Wednesday, November 24, 2010

to...estrange

today a total stranger called me... selfish

i was steaming... but politely told the 'stranger' there is no need to be rude... and walked away.

must say... it took every ounce of self control to not show her my middle finger n swear 'eff off bitch..!'

felt pretty good about myself

its funny...

how when we are upset... we resort to character assassinations
name calling...
sure fire way to estrange oneself from a relationship

Sunday, November 21, 2010

Ryan One Liners

Clutching his chest, the lill fella comes to me n goes...

Mommmeeee....i got hurt.

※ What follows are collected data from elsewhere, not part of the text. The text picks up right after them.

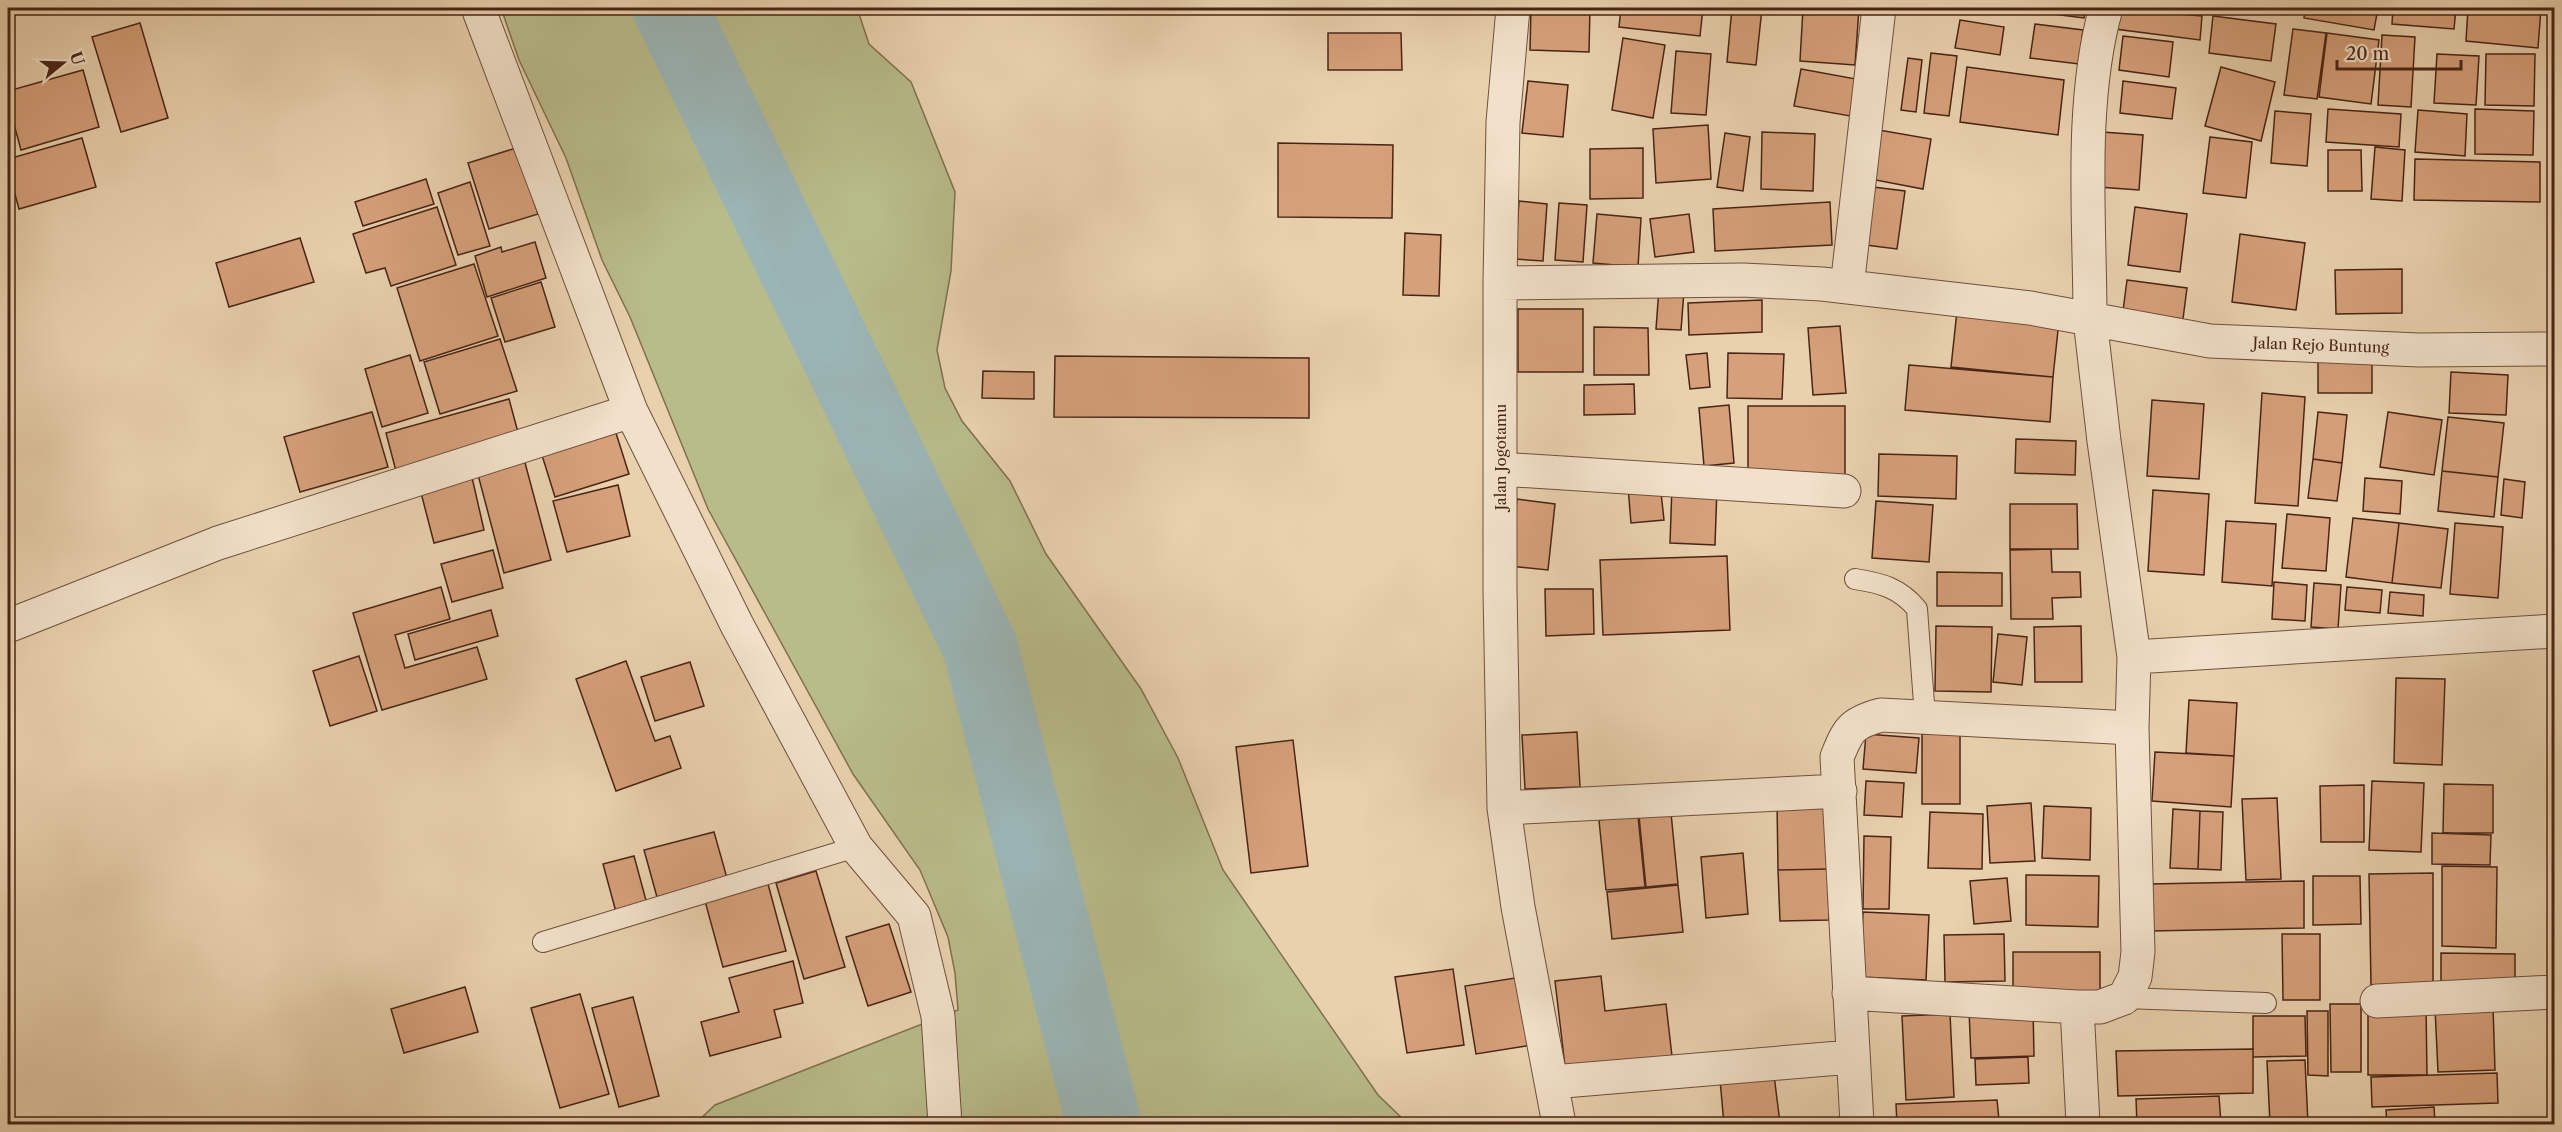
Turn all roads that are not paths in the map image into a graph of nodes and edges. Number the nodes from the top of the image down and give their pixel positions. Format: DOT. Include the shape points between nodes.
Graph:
graph roads {
  1 [pos="478,8"];
  2 [pos="1513,8"];
  3 [pos="1879,8"];
  4 [pos="2106,8"];
  5 [pos="1500,283"];
  6 [pos="1848,287"];
  7 [pos="2090,319"];
  8 [pos="2554,349"];
  9 [pos="631,411"];
  10 [pos="1500,469"];
  11 [pos="1844,491"];
  12 [pos="1855,579"];
  13 [pos="8,626"];
  14 [pos="2554,631"];
  15 [pos="2134,657"];
  16 [pos="1925,717"];
  17 [pos="2132,728"];
  18 [pos="1840,791"];
  19 [pos="1504,808"];
  20 [pos="856,847"];
  21 [pos="543,942"];
  22 [pos="2554,992"];
  23 [pos="1849,993"];
  24 [pos="2124,998"];
  25 [pos="2377,1001"];
  26 [pos="2266,1003"];
  27 [pos="2077,1007"];
  28 [pos="1851,1057"];
  29 [pos="1552,1082"];
  30 [pos="945,1125"];
  31 [pos="1559,1125"];
  32 [pos="1857,1125"];
  33 [pos="2083,1125"];
  1 -- 9 [label="street"];
  2 -- 5 [label="street, Jalan Jogotamu" via="1503,122"];
  3 -- 6 [label="street"];
  4 -- 7 [label="street" via="2089,115"];
  5 -- 6 [label="street, Jalan Rejo Buntung" via="1743,280"];
  5 -- 10 [label="street, Jalan Jogotamu"];
  6 -- 7 [label="street, Jalan Rejo Buntung" via="2030,308"];
  7 -- 8 [label="street, Jalan Rejo Buntung" via="2210,341 2419,350"];
  7 -- 15 [label="street"];
  9 -- 13 [label="street" via="218,543"];
  9 -- 20 [label="street" via="737,625"];
  10 -- 11 [label="street"];
  10 -- 19 [label="street, Jalan Jogotamu"];
  12 -- 16 [label="lane" via="1892,588 1917,609"];
  14 -- 15 [label="street"];
  15 -- 17 [label="street"];
  16 -- 17 [label="street"];
  16 -- 18 [label="street" via="1881,715 1848,730 1837,757"];
  17 -- 24 [label="street" via="2138,952 2135,977"];
  18 -- 19 [label="street"];
  18 -- 23 [label="street"];
  19 -- 29 [label="street, Jalan Jogotamu" via="1518,907"];
  20 -- 21 [label="lane"];
  20 -- 30 [label="street" via="914,916 938,1016"];
  22 -- 25 [label="street"];
  23 -- 27 [label="street"];
  23 -- 28 [label="street"];
  24 -- 26 [label="lane"];
  24 -- 27 [label="street" via="2100,1007"];
  27 -- 33 [label="street"];
  28 -- 29 [label="street"];
  28 -- 32 [label="street"];
  29 -- 31 [label="street, Jalan Jogotamu"];
}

Is my heart broken?
Rave n I rolled off the bed laffing!!!!!!!!!!!!!

i go...'No honey... heart break doesn't happen from hurting yourself over the soft bed. its when you are hurt from feelings you have'

Mommmeeeee.... will it be fixed soon?

Yes honey... it takes some time to recover from heart break. but you will be fine.

Ry: Do I have to go to the doctor to get it fixed?

*rofls...all over again*
how does he even know that word....'heart break'?! huh-huh-huh?!
......................

Mommmeeee... I can spell November...
Me... Is it?
Ryan goes... N - O - V - E - M - B - E - R
*almost faints here *

OMG... Ryan you are a genius!!!! big hugs n a 100 mwa's later... i look up to see my girl's face as sultry as thunder....

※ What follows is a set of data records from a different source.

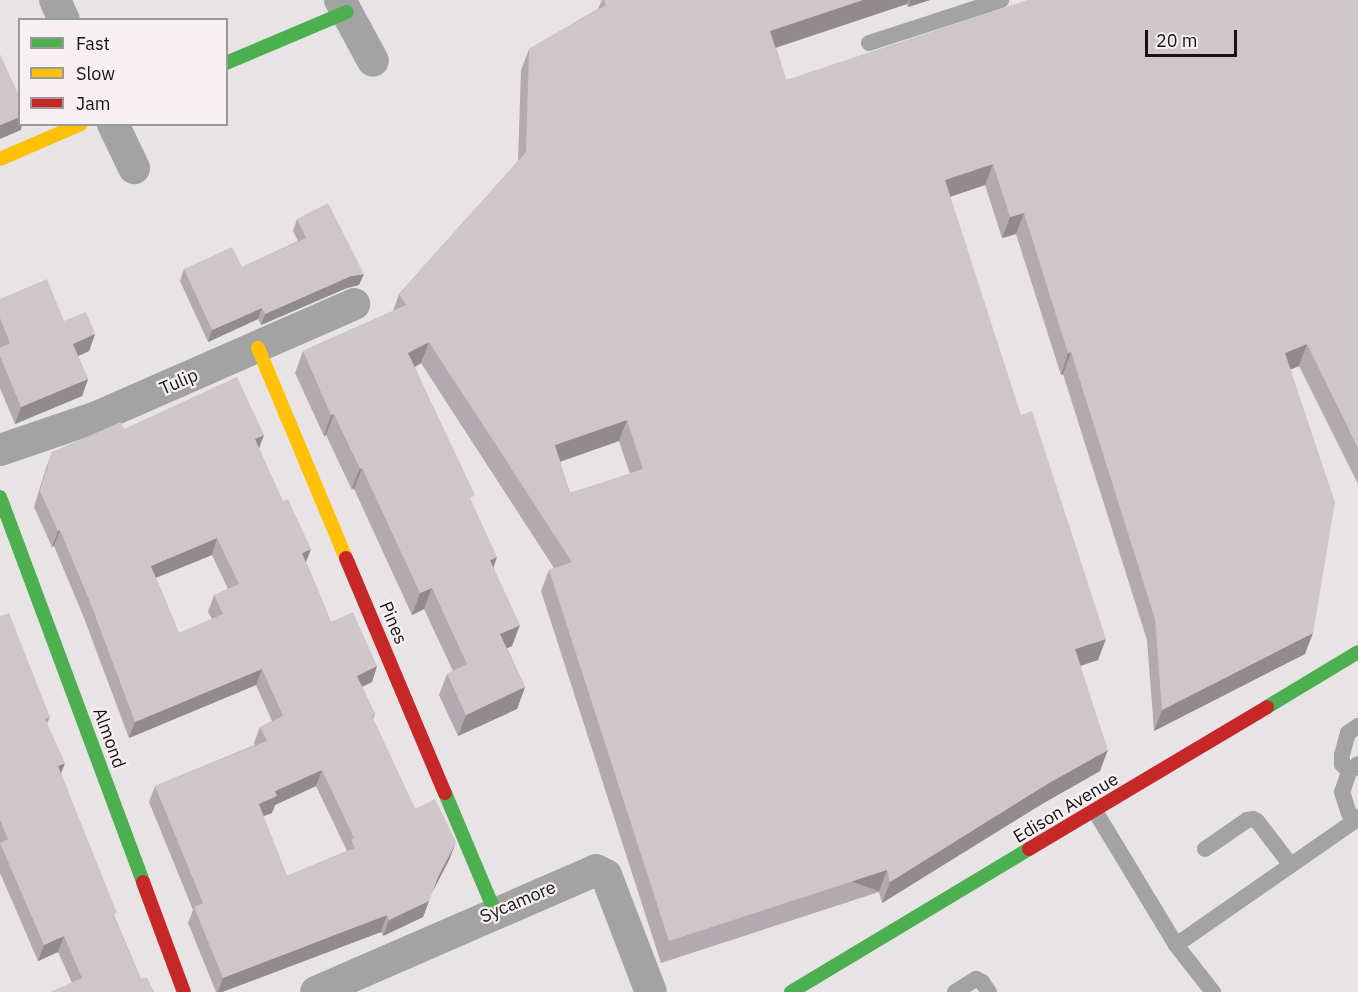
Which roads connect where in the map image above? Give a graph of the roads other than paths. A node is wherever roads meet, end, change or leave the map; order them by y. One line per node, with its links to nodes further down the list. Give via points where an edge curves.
1 (55, 0): 4 (street)
2 (1001, 0): 5 (lane)
3 (343, 6): 6 (street); 7 (street)
4 (63, 18)
5 (869, 43)
6 (373, 61)
7 (228, 62)
8 (76, 126): 10 (street)
9 (114, 126): 11 (street)
10 (0, 159)
11 (134, 168)
12 (354, 304): 13 (street, Tulip)
13 (258, 348): 14 (street, Tulip, via 97,417); 23 (street, Pines)
14 (0, 450)
15 (0, 497): 25 (street, Almond)
16 (1358, 652): 19 (street, Edison Avenue)
17 (1358, 726): 18 (lane, via 1347,733 1342,755 1342,764)
18 (1354, 768): 20 (lane, via 1342,792 1344,803)
19 (1095, 812): 24 (lane); 28 (street, Edison Avenue)
20 (1357, 821): 22 (lane)
21 (1205, 849): 22 (lane, via 1253,819)
22 (1290, 864): 24 (lane)
23 (495, 912): 26 (street, Sycamore); 27 (street, Sycamore, via 596,870 606,875)
24 (1176, 945): 31 (lane)
25 (184, 992)
26 (316, 992)
27 (651, 992)
28 (791, 992)
29 (955, 992): 30 (lane, via 976,979)
30 (989, 992)
31 (1214, 992)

oh well! a 4 yr old who can spell a 8 ltr word IS a genius.... suck it up rave!
E

Sunday, November 14, 2010

the week that was...

spent 4 days ...in bed
antibiotics .. helped kick me from outta the comforts of my blankets...
i kinda like being sick... for a day maybe... :)

this time...
not an ounce of will power to rise n shine.
wanted the world to open up and swallow me... types

a dear GF called n said..'i'm sending you food'

see i like that...
a real friend is one ...who wants to help n says...'i'm sending u stuff...'

she sent me a TON of YUMMY stuff ...which helped me tide 2 nites ...without having to fix dinner.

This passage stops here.